Avec un rythme soutenu, la trame défile, l’histoire se développe logiquement et la tension monte. Que ce soit pour le fan ou pour le groupe, on se doute que les choses peuvent et vont mal tourner. Mais nous gardons l’espoir que les choses s’arrangent car, il faut l’avouer, les protagonistes sont attachants. Même si Dan agit parfois de manière idiote ou que Tilio s’enferme de lui-même dans un cercle vicieux, une bulle fictive de plaisirs éphémères, nous souhaitons que chacun trouve un équilibre, une rédemption ou tout simplement une existence plus saine.

Il s’agit du premier roman de Saad Jones et il faut reconnaître que le bonhomme a tapé juste. Ces pages sentent le vécu, l’expérience. Même sans connaître les détails de la vie de l’auteur, nous sentons qu’il connaît intimement le milieu et a dû vivre des expériences décrites dans chacun des chapitres. Tout fan de Métal se sentira touché personnellement par un détail, un fait, une description. Et comprendra. Au fil des pages, l’auteur devient le témoin, le confident qui raconte des faits intimes. Et, je l’avoue, c’est passionnant. Le livre se laisse dévorer, les pages tournent à un rythme digne du Death Metal. Le temps avance mais le livre nous le fait oublier.

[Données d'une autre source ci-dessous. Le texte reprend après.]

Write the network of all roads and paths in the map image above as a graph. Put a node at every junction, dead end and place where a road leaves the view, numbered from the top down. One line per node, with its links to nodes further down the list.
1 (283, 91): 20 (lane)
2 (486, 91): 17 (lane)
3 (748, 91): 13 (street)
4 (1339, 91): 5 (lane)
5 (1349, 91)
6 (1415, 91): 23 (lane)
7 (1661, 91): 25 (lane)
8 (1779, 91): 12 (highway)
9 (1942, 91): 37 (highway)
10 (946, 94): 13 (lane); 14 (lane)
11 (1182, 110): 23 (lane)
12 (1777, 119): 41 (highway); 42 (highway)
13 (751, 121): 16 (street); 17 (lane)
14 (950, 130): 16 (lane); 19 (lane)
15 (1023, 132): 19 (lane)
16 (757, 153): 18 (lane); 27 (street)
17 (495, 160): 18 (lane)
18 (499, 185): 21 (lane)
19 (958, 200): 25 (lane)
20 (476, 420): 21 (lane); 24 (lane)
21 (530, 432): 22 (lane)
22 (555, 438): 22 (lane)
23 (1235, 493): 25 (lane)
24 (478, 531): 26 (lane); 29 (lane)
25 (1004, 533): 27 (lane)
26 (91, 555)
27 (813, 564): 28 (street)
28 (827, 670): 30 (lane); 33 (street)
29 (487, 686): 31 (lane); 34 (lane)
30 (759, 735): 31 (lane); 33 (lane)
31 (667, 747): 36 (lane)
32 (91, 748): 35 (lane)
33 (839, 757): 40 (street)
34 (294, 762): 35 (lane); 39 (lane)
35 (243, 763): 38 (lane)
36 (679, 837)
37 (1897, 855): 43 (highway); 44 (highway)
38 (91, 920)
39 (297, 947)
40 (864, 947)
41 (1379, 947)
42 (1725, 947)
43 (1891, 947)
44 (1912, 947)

Avec des personnages hauts en couleurs, attachants, parfois vils et sournois, parfois sensibles et fragiles, parfois bons et bienveillants, un scénario simple mais gardant quelques surprises, une histoire paraissant si réelle qu’elle l’est certainement, Violent Instinct est un très bon roman. N’essayons pas de le comparer à des best sellers écrits par de grands littéraires car Violent Instinct est un OVNI ou plutôt un OLNI (Objet Littéraire Non Identifié). Il ne ressemble à aucun autre roman et n’appartient à aucun style littéraire. On pourrait le rapprocher à la dramaturgie grecque, s’il fallait vraiment lui coller un étiquette, avec des héros qui ne sont pas sans rappeler les Ulysse, Achille, Paris et autre Andromaque… Mais Violent Instinct, comme le Métal, se fout des étiquettes. Il faut le prendre pour ce qu’il est, à savoir un bon roman sur l’univers Métal et probablement le seul, d’ailleurs. Mais au-delà du Métal, il replace les idoles à leur véritable place : celle d’êtres humains, simples, torturés, instables, inquiets quant à l’avenir incertain mais néanmoins rêveurs qui s’efforcent de garder espoir et qui continuent leur route coûte que coûte. Des êtres humains emportés par la force des évènements qu’ils ne peuvent contrôler. L’histoire de la vie.